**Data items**
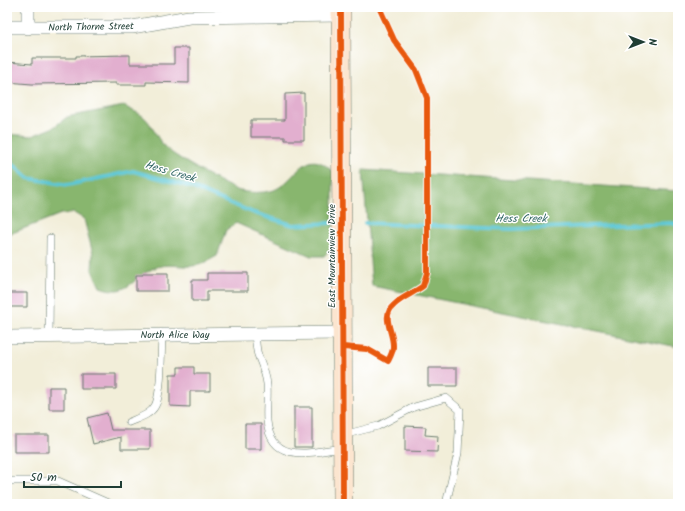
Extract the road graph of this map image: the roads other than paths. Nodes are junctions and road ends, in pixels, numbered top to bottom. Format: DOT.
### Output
graph roads {
  1 [pos="28,7"];
  2 [pos="341,11"];
  3 [pos="249,12"];
  4 [pos="7,27"];
  5 [pos="28,28"];
  6 [pos="50,238"];
  7 [pos="343,333"];
  8 [pos="255,334"];
  9 [pos="162,335"];
  10 [pos="49,336"];
  11 [pos="7,337"];
  12 [pos="130,422"];
  13 [pos="343,442"];
  14 [pos="7,481"];
  15 [pos="110,504"];
  16 [pos="343,504"];
  17 [pos="446,504"];
  1 -- 5 [label="street"];
  2 -- 3 [label="street, North Thorne Street"];
  2 -- 7 [label="main road, East Mountainview Drive"];
  3 -- 5 [label="street, North Thorne Street"];
  4 -- 5 [label="street, North Thorne Street"];
  6 -- 10 [label="lane"];
  7 -- 8 [label="street, North Alice Way"];
  7 -- 13 [label="main road, East Mountainview Drive"];
  8 -- 9 [label="street, North Alice Way"];
  8 -- 13 [label="lane"];
  9 -- 10 [label="street, North Alice Way"];
  9 -- 12 [label="lane"];
  10 -- 11 [label="street, North Alice Way"];
  13 -- 16 [label="main road, East Mountainview Drive"];
  13 -- 17 [label="lane"];
  14 -- 15 [label="lane"];
}
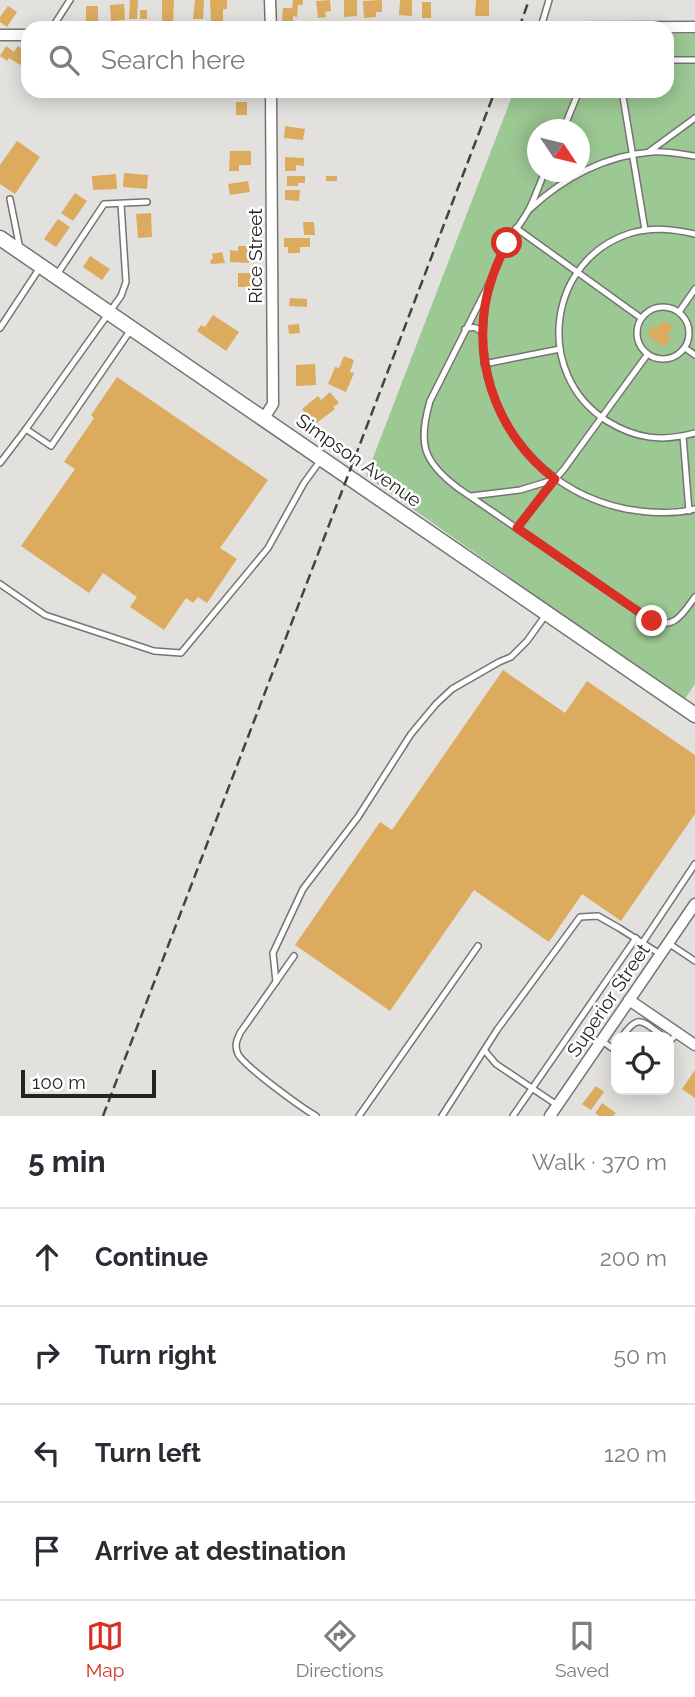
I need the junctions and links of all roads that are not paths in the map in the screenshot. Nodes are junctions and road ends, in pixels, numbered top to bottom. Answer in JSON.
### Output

**Exercise**
The output is the records exactly as they read, with no pictures in it.

**Exercise output**
Extract the road graph of this map image: the roads other than paths. Nodes are junctions and road ends, in pixels, numbered top to bottom. Format: DOT.
### Output
graph roads {
  1 [pos="28,7"];
  2 [pos="341,11"];
  3 [pos="249,12"];
  4 [pos="7,27"];
  5 [pos="28,28"];
  6 [pos="50,238"];
  7 [pos="343,333"];
  8 [pos="255,334"];
  9 [pos="162,335"];
  10 [pos="49,336"];
  11 [pos="7,337"];
  12 [pos="130,422"];
  13 [pos="343,442"];
  14 [pos="7,481"];
  15 [pos="110,504"];
  16 [pos="343,504"];
  17 [pos="446,504"];
  1 -- 5 [label="street"];
  2 -- 3 [label="street, North Thorne Street"];
  2 -- 7 [label="main road, East Mountainview Drive"];
  3 -- 5 [label="street, North Thorne Street"];
  4 -- 5 [label="street, North Thorne Street"];
  6 -- 10 [label="lane"];
  7 -- 8 [label="street, North Alice Way"];
  7 -- 13 [label="main road, East Mountainview Drive"];
  8 -- 9 [label="street, North Alice Way"];
  8 -- 13 [label="lane"];
  9 -- 10 [label="street, North Alice Way"];
  9 -- 12 [label="lane"];
  10 -- 11 [label="street, North Alice Way"];
  13 -- 16 [label="main road, East Mountainview Drive"];
  13 -- 17 [label="lane"];
  14 -- 15 [label="lane"];
}
I need the junctions and links of all roads that are not paths in the map in the screenshot. Nodes are junctions and road ends, in pixels, numbered top to bottom. Answer in JSON.
### Output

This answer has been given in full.